**Assignment**:
Could you say how many lines in the records include "nodes"? Please give the number by itself.

**Provided entries**:
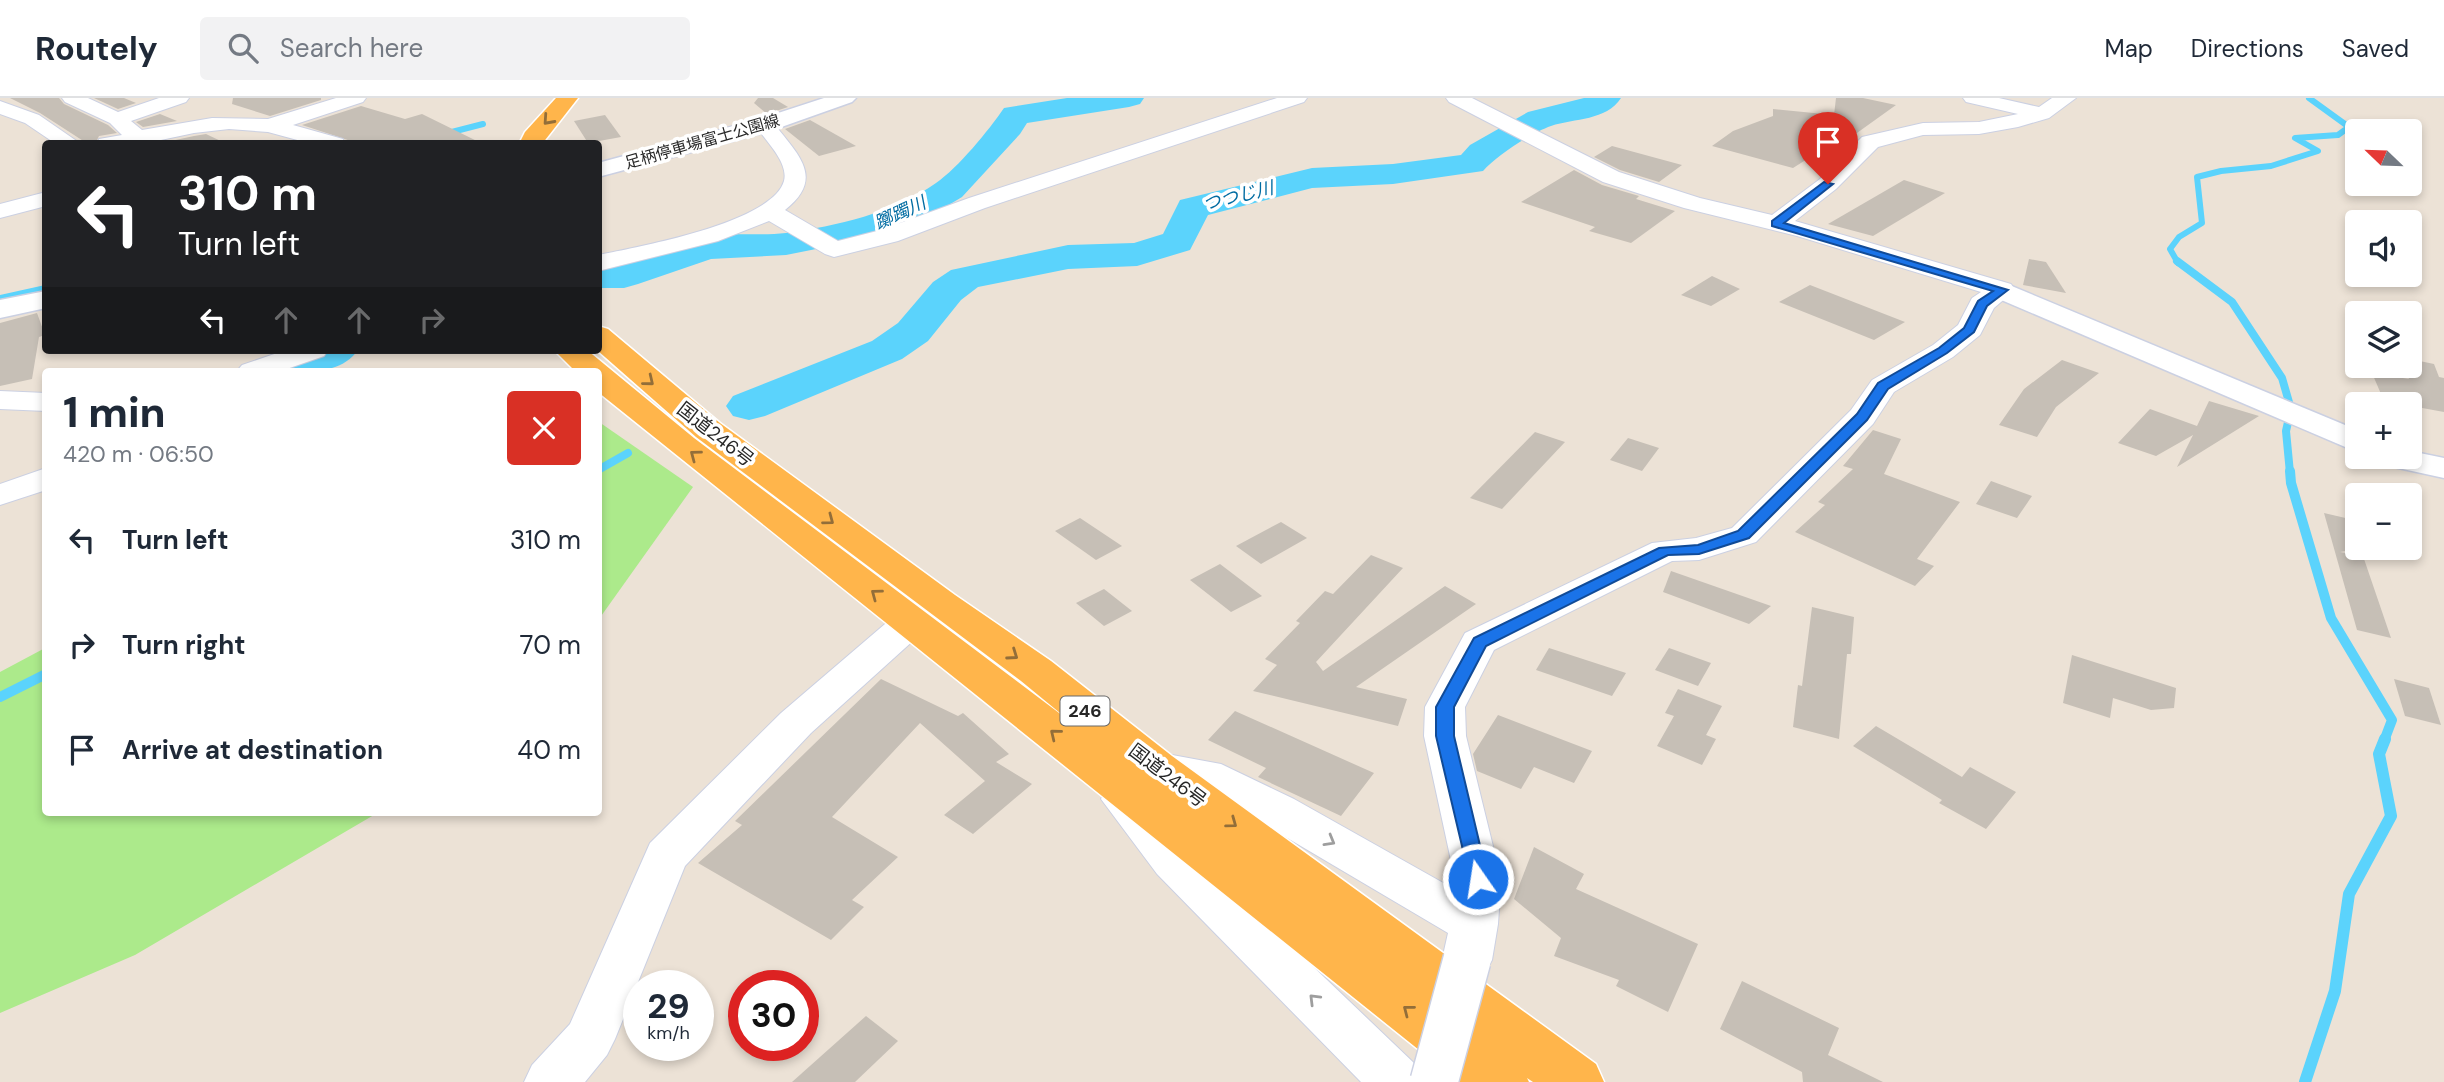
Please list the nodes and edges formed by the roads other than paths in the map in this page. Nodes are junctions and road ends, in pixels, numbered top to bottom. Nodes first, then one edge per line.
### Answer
--
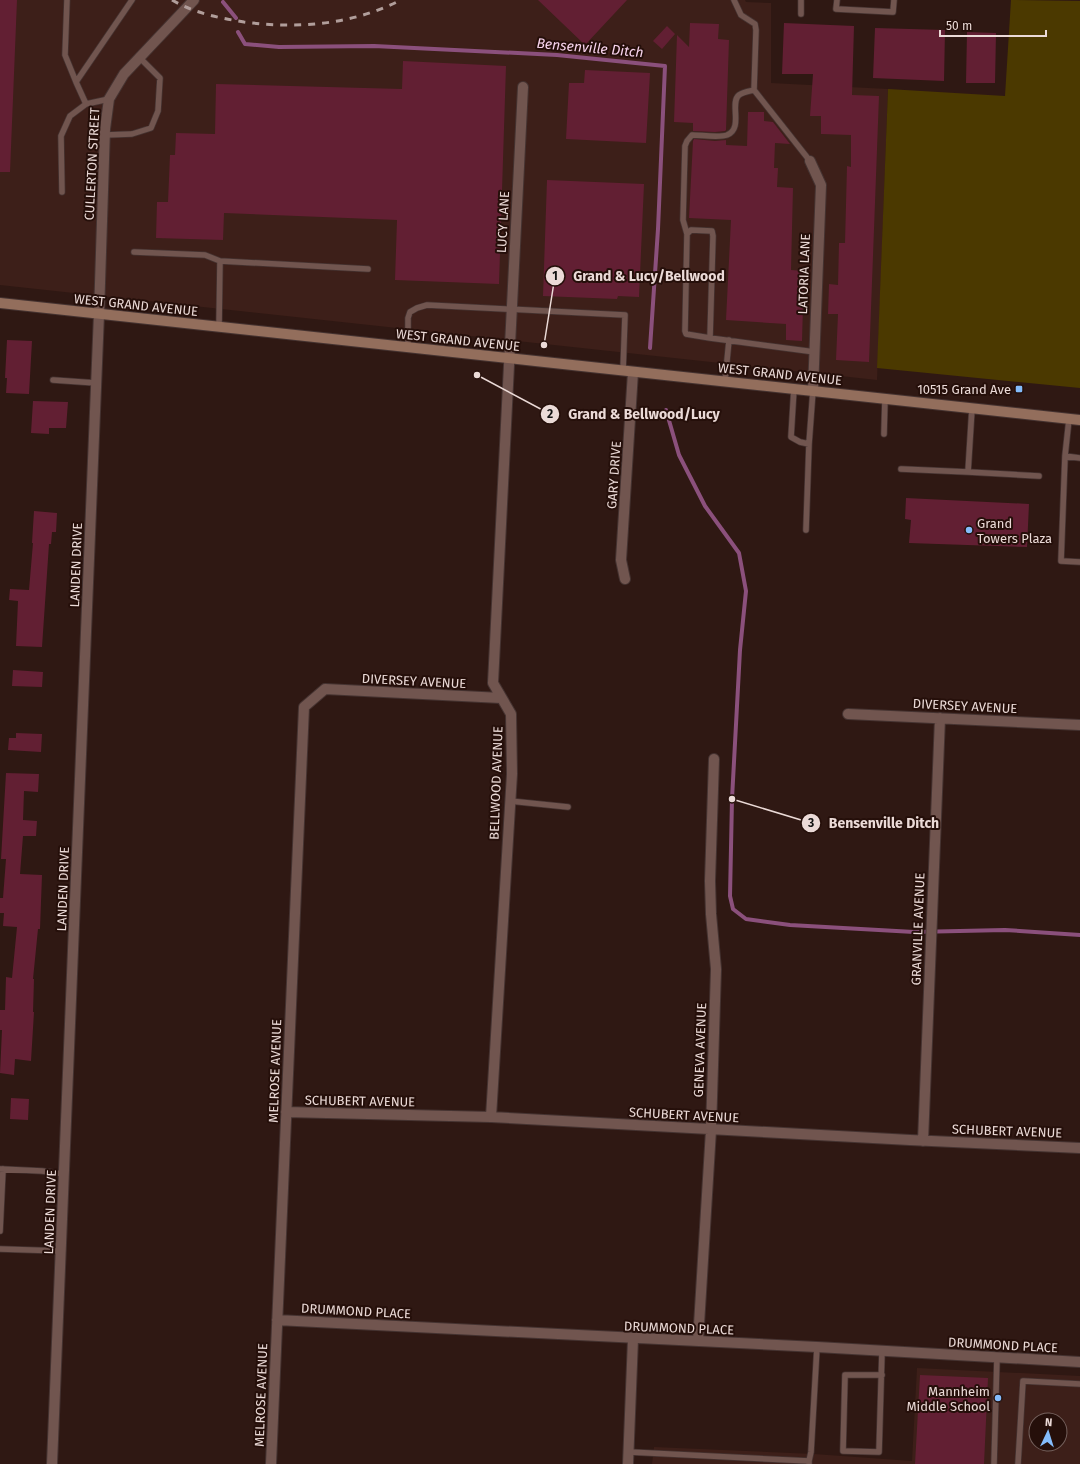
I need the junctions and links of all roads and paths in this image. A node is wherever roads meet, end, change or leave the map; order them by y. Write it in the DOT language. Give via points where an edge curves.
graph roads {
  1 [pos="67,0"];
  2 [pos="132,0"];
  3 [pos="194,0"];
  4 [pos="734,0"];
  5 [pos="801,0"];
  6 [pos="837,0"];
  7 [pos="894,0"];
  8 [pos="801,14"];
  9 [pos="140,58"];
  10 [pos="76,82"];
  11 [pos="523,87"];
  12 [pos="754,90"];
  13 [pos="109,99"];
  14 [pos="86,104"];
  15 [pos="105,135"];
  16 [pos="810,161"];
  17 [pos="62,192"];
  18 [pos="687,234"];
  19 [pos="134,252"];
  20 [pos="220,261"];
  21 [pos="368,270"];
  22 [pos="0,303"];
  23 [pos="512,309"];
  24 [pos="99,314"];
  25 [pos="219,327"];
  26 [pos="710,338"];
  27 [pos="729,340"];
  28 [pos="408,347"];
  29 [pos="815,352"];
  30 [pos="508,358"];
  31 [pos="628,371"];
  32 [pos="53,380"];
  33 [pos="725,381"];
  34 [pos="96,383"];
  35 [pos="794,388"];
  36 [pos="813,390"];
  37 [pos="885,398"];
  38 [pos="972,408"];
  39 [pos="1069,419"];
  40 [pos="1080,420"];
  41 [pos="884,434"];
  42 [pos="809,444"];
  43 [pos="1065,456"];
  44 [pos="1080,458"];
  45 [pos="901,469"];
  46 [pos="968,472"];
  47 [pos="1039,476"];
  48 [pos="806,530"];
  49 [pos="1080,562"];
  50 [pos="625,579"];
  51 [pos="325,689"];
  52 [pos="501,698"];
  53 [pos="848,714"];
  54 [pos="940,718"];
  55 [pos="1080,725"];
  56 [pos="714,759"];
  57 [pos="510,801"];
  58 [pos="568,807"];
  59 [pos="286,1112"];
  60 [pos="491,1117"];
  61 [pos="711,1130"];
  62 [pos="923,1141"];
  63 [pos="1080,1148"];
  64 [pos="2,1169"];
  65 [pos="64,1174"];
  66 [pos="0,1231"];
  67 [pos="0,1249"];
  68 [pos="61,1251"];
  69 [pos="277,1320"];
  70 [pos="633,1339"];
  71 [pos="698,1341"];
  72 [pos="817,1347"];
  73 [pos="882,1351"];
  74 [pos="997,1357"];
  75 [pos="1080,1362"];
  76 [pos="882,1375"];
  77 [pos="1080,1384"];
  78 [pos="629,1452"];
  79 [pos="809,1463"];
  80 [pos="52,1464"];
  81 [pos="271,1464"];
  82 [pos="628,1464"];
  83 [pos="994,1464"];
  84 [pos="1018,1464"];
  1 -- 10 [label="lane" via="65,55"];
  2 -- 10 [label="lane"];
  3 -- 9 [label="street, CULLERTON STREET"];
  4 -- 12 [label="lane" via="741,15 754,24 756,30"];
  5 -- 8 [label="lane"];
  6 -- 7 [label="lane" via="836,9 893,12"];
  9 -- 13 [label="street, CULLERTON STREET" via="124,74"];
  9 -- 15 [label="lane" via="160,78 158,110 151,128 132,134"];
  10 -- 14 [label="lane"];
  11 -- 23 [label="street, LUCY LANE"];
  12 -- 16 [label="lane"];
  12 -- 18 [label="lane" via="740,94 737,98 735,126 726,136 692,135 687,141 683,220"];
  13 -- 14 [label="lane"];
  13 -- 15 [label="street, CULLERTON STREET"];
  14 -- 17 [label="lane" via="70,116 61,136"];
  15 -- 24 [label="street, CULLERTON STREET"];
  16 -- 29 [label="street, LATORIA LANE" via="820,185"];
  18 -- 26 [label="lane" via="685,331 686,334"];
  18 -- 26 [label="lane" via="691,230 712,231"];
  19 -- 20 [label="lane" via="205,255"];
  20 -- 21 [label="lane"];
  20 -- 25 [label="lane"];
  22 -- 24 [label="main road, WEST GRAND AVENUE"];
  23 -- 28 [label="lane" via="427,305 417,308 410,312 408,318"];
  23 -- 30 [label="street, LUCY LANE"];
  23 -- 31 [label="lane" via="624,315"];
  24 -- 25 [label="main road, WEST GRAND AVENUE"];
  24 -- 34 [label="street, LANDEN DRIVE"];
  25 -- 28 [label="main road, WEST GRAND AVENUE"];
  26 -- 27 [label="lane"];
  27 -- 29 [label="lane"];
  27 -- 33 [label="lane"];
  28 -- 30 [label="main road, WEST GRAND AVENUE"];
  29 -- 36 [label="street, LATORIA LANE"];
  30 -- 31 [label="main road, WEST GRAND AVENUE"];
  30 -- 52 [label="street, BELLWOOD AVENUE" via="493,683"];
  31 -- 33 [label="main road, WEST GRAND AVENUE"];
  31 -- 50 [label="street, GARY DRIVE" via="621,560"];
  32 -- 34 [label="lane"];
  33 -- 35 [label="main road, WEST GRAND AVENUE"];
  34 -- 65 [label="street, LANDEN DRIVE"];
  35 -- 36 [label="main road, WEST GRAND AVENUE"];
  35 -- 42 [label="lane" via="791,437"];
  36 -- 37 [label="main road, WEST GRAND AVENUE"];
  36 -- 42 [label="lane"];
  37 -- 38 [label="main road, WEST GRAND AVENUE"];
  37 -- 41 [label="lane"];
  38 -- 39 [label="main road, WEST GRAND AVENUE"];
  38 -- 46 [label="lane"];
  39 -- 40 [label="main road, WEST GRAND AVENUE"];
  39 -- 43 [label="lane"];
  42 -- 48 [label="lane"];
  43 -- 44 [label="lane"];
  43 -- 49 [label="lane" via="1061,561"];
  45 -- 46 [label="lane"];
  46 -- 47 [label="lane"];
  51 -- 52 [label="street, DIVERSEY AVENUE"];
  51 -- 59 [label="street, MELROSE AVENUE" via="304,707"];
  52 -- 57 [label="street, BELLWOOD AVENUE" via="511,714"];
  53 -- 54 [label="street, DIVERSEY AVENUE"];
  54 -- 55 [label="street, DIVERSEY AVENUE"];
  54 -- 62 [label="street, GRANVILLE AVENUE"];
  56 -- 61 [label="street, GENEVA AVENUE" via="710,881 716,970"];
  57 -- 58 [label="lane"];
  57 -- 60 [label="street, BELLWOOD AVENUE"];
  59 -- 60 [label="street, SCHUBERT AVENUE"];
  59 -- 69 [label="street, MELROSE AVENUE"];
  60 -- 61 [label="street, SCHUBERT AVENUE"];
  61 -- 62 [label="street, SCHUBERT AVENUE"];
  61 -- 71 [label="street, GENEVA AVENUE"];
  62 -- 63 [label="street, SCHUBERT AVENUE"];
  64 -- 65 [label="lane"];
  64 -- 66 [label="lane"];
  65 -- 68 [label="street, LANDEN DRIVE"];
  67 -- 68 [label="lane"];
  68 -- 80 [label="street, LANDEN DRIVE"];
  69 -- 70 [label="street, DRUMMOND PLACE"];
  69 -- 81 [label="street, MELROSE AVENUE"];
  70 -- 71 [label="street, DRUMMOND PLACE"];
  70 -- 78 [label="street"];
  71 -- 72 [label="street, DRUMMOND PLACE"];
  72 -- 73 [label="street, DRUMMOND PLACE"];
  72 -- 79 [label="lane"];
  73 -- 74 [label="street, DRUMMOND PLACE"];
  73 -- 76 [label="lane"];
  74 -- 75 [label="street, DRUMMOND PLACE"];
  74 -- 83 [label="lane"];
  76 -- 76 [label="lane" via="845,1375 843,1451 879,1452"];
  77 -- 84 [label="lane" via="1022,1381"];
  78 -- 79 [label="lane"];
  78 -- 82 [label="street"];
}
...
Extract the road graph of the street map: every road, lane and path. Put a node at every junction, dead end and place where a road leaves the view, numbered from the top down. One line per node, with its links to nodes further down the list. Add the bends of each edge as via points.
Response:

**Task response**:
2